Shane Ede is an IT guy by day and a Entrepreneurial Blogger by night. You can follow him here on Thatedeguy or over on Twitter and Google+.

Comments

  1. Actually, I want stuff that I choose. I want to be able to remove people from the list. See, not everyone deserves to be listened to.

  2. Also, no one hurt my feelings. At least not today. The snark I was reacting to was the camp snarks. I wasn’t involved. I didn’t attend. But I just realized that there were a bunch of people who were there to attack other people and I just am tired of it. I’m also addicted to Memeorandum and found I was missing what I loved about RSS. RSS lets me subscribe to people I admire and read them while not being forced to read people who are just there to disrupt.

  3. Thatedeguy says

    I disagree with your first comment.
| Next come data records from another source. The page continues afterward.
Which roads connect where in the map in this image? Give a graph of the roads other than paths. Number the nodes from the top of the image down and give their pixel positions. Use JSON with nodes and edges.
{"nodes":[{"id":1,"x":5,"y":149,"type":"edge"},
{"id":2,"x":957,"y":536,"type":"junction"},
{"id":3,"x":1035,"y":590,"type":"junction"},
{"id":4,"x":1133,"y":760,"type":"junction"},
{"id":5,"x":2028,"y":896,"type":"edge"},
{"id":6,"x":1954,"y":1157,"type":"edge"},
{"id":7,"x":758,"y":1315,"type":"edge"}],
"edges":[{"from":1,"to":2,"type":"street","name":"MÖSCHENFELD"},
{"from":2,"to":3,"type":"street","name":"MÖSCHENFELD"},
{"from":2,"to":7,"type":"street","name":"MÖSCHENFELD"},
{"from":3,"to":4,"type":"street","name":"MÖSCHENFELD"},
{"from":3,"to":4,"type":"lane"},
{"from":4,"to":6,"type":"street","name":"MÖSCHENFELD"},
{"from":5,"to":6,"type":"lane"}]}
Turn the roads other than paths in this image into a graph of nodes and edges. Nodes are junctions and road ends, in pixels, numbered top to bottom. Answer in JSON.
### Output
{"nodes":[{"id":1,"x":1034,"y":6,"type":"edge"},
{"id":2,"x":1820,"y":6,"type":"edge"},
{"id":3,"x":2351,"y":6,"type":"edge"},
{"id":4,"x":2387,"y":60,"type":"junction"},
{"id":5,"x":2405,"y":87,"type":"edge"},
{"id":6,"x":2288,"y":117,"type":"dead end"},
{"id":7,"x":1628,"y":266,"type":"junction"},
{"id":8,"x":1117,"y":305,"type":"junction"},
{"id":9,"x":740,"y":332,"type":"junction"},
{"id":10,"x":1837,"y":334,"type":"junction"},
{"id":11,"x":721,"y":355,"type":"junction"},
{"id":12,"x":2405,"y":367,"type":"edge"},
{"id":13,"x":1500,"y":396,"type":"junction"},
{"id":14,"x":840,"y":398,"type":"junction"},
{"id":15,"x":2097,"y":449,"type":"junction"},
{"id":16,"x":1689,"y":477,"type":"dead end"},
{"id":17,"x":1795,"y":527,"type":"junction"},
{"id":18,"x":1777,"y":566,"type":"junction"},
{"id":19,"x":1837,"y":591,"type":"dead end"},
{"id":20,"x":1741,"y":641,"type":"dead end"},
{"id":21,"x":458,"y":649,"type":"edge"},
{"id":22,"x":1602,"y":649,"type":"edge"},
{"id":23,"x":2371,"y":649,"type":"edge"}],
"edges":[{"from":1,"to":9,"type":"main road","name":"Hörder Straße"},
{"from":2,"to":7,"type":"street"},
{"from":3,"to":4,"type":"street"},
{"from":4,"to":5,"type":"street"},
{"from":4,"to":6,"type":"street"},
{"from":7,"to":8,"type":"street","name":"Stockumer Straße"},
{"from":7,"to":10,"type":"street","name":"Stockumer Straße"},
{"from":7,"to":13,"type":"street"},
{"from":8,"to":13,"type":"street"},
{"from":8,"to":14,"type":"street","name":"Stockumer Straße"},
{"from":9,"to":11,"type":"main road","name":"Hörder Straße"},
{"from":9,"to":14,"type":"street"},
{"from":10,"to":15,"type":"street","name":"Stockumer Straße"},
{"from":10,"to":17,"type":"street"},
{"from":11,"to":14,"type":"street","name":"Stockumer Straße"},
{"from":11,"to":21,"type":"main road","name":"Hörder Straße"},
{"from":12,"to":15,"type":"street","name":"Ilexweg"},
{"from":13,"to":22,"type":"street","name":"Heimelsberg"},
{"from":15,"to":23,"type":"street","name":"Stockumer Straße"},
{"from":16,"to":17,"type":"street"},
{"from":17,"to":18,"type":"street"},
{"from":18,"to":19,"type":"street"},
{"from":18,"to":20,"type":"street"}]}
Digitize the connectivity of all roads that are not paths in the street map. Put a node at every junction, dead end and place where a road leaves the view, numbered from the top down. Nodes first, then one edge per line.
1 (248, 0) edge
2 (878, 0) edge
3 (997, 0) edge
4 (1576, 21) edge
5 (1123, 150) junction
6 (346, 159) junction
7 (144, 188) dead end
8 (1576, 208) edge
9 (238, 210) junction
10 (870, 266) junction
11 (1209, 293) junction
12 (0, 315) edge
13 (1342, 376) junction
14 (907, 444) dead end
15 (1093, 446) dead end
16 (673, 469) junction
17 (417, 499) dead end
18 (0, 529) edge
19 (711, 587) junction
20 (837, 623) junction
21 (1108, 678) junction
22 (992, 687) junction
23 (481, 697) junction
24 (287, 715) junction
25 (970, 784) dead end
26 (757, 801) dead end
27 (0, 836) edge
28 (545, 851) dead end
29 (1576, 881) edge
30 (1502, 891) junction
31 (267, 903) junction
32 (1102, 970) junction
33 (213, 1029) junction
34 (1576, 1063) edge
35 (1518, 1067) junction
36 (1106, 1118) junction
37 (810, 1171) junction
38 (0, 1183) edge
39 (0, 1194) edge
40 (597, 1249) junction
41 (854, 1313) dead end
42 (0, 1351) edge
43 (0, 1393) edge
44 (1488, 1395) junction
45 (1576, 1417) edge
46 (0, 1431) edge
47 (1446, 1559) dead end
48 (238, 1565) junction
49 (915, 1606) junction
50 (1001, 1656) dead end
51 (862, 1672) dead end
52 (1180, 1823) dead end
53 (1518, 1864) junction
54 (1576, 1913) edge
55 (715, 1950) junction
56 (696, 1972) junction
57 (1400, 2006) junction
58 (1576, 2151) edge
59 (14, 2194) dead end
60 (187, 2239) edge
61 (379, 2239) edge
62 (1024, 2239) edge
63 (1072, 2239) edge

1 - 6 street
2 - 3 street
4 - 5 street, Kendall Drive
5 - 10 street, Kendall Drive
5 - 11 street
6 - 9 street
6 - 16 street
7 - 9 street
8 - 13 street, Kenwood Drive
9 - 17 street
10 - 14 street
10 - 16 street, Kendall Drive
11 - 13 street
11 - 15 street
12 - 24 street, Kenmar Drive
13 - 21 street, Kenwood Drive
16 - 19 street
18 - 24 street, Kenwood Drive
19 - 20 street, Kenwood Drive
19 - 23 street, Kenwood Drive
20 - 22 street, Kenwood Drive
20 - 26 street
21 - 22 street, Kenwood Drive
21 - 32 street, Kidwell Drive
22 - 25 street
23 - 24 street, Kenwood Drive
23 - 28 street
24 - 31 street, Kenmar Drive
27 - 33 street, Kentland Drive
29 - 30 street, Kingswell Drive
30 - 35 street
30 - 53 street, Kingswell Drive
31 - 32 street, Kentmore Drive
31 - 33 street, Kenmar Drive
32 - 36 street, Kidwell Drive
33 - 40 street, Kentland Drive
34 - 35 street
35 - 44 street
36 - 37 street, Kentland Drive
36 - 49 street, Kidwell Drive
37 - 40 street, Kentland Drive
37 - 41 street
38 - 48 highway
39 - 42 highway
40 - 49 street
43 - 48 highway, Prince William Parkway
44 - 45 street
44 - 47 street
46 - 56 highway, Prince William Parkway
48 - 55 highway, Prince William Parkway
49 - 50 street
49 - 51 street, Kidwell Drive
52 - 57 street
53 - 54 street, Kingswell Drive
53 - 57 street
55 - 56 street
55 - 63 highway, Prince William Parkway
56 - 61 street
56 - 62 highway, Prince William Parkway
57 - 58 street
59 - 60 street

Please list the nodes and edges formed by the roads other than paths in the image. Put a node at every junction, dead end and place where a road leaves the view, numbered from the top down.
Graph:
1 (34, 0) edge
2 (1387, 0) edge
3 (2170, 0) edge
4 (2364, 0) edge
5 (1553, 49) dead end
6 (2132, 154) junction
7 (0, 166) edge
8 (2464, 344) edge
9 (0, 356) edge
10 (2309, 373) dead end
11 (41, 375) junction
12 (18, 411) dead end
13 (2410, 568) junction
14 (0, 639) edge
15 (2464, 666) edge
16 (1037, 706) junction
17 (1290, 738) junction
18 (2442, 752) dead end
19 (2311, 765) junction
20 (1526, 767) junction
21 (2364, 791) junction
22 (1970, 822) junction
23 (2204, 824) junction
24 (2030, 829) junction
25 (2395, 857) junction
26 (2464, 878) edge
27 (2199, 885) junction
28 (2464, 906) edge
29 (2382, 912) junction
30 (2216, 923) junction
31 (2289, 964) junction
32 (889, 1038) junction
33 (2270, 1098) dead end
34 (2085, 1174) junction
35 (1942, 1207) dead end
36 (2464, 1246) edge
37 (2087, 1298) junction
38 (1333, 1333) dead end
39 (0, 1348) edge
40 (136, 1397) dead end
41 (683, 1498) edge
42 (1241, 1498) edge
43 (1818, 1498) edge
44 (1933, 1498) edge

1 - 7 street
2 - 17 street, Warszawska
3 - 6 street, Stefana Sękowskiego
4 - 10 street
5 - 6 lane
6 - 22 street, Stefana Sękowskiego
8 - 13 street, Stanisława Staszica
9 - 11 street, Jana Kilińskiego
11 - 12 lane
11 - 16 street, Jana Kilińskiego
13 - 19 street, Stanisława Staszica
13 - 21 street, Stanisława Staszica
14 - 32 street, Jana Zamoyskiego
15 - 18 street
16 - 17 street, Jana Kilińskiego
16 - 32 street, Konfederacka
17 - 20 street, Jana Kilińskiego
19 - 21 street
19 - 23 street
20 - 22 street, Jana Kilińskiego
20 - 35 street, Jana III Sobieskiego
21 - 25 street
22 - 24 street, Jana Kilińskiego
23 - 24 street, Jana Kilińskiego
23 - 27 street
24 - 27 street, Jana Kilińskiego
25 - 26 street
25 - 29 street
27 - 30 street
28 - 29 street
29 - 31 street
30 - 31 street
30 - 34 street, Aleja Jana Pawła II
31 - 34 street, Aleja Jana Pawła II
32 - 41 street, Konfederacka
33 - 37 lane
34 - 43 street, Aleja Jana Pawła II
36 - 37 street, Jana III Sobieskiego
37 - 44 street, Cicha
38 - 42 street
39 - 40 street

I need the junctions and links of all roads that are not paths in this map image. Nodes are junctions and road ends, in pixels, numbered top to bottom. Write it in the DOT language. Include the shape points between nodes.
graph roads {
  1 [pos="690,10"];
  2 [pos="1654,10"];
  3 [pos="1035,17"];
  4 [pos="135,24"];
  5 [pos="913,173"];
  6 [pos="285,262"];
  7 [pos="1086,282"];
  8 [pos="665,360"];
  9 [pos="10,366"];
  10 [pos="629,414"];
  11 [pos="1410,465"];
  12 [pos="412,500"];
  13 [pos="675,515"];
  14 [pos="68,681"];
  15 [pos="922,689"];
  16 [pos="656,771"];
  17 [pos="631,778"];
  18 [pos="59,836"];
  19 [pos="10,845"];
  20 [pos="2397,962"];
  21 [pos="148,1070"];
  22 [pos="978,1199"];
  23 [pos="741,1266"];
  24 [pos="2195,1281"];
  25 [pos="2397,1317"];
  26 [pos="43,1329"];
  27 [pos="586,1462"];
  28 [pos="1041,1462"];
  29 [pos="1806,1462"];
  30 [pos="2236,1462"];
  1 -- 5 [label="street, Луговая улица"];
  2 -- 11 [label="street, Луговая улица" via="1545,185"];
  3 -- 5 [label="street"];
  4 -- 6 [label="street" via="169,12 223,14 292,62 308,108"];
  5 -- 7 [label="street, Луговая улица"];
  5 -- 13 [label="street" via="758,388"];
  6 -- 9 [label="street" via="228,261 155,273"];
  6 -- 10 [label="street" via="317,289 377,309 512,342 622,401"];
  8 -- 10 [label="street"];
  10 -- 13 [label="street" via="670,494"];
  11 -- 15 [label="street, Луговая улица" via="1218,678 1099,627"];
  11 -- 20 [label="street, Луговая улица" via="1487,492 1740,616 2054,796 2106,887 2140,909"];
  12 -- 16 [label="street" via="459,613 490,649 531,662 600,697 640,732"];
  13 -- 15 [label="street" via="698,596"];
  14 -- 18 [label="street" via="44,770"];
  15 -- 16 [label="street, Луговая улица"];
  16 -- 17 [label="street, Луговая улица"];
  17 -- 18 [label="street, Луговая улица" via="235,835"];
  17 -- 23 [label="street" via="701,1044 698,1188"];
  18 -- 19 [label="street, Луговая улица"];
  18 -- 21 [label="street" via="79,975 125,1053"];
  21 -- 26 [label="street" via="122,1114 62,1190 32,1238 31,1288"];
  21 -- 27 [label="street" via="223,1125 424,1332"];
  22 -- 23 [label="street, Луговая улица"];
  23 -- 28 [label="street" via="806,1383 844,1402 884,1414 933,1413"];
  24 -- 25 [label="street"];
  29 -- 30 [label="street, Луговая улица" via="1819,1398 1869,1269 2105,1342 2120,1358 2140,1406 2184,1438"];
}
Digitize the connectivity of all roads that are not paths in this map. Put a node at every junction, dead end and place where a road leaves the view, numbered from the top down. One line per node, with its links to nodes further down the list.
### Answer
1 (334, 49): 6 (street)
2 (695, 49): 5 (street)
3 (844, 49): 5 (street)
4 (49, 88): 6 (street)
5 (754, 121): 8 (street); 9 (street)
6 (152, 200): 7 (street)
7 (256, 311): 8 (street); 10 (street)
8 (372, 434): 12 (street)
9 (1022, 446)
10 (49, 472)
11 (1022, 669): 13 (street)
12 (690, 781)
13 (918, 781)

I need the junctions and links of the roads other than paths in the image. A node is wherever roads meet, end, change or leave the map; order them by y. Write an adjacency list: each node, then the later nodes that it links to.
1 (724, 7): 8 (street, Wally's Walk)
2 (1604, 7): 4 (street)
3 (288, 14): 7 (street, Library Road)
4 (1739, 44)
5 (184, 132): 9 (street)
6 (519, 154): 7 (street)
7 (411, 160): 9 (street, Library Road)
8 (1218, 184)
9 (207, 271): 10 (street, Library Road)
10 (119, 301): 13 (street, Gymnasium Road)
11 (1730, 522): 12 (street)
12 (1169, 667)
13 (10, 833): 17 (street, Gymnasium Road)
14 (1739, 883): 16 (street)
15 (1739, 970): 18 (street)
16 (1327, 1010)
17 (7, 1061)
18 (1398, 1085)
While you may not think everyone deserves to be listened to, I am sure that they think that they deserve to be listened to. In fact, I believe that it is the “elitist” camp(of which I don’t believe you fall) that has created the percieved need for a “snark” to gain the attention they feel that they deserve.

    I honestly, thought that the snark that you were referring to was the snark from last sunday as you said the “sunday snark” but I realize now that you were instead referring to the trend of sunday being the slowest on memeorandum and the snarks getting higher billing because of that.

    I think that you are right to say that RSS gives you what you want, in that it lets you subscribe to people that you admire and read. But I personally feel that consistently reading just the RSS feeds also lends itself to a closing of the scope of the blogosphere. I say that because each of us were beginners at one point. Some such as myself still are. And each of us had/has to find our way into the mainstream. Most all of the people that are in the percieved “A-List” weren’t at one point. Some gained that station based on what they have done and others were “discovered” at one point and through the social nature of the blogosphere, people began reading them. It will take much longer for things like that to evolve and be discovered if we all just read our RSS feeds.

    That’s one reason that I prefer meme’s like Tailrank and Megite over memeorandum. They are wide open.

  4. Sorry to interupt this discussion. But for the sake of not digging through a 9 page wikipedia article about it. What the hell is a snark when refering to a blog? I’m familiar with snarky being used when refering to weird or unusual behavior in a website forums type of environment but I guess I’ve missed out on the blog subculture here.

    PS: I counted 12 snarks on this page including the comments.

  5. Thatedeguy says

    The way I understand it, a snark, when referring to a blog, is a post referring to another persons blog where by you bash the other person. Usually without merit.